I would agree with the documentation calls - I know it is extra work when you already have too much on your plate, but if *everyone* starts jumping up and down, then maybe someone will listen before someone dies as a result of management idiocy. And, if they don't listen, an anonymous tip-off to your local paper? Get a journalist to come down to the ED for a day?
That's not triage. I don't know what it is, but it's definitely not triage. It's totally random, sort of like the lottery. Only in this case the losers die.
I can't believe that any risk manager would sign off on this.
Yep you're screwed.
I hope enough people complain so that things can be changed (or that the people who put it in place realise their grave error..wait...does that ever happen?)
OH GOD. That is all.
Yet another situation where management is happy, and patients are happy, and the nurses are UNhappy and nobody listens until someone dies.
Then who gets blamed...? :/
I wish management would work at least a shift or two just to see how idiotic their "great ideas" really are.

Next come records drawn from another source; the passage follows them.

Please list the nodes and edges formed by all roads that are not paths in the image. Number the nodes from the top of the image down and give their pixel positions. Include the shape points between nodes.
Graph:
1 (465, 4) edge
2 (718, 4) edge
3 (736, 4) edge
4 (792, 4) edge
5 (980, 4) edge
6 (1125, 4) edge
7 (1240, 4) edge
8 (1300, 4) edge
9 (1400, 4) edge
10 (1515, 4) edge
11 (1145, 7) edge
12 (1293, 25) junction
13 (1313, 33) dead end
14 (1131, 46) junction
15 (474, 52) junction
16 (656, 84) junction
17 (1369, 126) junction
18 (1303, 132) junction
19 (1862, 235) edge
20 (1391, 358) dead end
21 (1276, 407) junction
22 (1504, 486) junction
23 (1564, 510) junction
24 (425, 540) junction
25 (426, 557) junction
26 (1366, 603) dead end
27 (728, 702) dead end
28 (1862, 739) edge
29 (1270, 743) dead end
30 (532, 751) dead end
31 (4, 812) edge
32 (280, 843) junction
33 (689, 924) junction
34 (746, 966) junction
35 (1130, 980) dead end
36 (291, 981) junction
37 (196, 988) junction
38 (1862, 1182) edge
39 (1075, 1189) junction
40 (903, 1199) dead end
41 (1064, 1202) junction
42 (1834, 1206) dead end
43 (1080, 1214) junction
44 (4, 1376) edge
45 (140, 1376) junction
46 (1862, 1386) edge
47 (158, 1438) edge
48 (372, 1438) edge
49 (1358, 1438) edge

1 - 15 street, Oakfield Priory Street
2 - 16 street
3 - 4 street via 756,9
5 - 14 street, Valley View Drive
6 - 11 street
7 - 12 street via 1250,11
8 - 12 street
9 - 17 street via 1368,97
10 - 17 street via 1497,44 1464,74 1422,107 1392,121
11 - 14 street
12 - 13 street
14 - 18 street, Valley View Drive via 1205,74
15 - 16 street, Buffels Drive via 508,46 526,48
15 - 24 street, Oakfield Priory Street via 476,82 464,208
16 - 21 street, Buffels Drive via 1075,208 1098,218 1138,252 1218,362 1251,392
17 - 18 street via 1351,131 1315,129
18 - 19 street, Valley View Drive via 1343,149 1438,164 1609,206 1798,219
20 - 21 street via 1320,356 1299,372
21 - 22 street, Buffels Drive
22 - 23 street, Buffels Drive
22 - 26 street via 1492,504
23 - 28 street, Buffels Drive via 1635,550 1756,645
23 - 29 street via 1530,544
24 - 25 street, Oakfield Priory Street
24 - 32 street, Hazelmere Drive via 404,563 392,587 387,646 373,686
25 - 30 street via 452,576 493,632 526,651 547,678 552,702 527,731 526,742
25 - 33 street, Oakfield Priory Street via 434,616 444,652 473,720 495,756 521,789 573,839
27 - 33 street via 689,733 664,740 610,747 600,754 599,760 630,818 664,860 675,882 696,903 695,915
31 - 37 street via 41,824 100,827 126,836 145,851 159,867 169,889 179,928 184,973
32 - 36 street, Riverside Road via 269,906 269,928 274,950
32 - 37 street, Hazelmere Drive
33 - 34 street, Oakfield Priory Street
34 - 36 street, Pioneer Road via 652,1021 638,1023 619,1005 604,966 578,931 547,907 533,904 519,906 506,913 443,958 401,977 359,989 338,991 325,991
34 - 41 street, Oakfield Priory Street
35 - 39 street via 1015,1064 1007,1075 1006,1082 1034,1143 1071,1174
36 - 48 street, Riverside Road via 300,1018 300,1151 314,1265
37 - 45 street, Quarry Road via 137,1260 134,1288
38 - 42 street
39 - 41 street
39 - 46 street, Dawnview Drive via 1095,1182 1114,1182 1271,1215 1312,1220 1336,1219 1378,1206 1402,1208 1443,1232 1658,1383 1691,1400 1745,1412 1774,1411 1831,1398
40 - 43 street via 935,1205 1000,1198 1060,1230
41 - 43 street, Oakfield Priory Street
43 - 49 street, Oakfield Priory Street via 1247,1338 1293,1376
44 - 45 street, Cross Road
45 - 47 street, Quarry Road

I don't know hospital structures, but I'd definitely write it up for in-house legal. If risk mgt is in in-house legal my apologies for being redundant. Someone is going to die with this setup, and that's as serious as a nurse getting fired.
Sounds dreadful! Having worked in an ED and ICU in the US during the 90s, I have fond memories of how well triage used to work...and often wished that the UK would adopt a similar model...your staffing levels sound as crap as UK ones (something that also suprises me as this was not the case where I worked). Has the US system deteriorated this much? I was in a County hospital by the way.
Ambluance Triage souns fabulous. At our ED we only have the direct bedding for ambulancec patients, so it's up to you to get your booty to the bedside asap to see what they look like. Thankfully our charge nurse does SOME triaging for you in terms of, if they're crumping they tell you, if it's total BS they go straight to the front triage and don't get a bed. Other than that it's on you. The other thankful part is we have good medics who like our ED the best out of the three they can go to, and so they'll be upfront with you and you'll KNOW if you need to be in there right away, and usually they'll say it in their radio report.
It sucks though. Oh, and we have ZERO techs and no lab so we do everything, BUT I'm one of those lucky ones who's ratio is 4:1!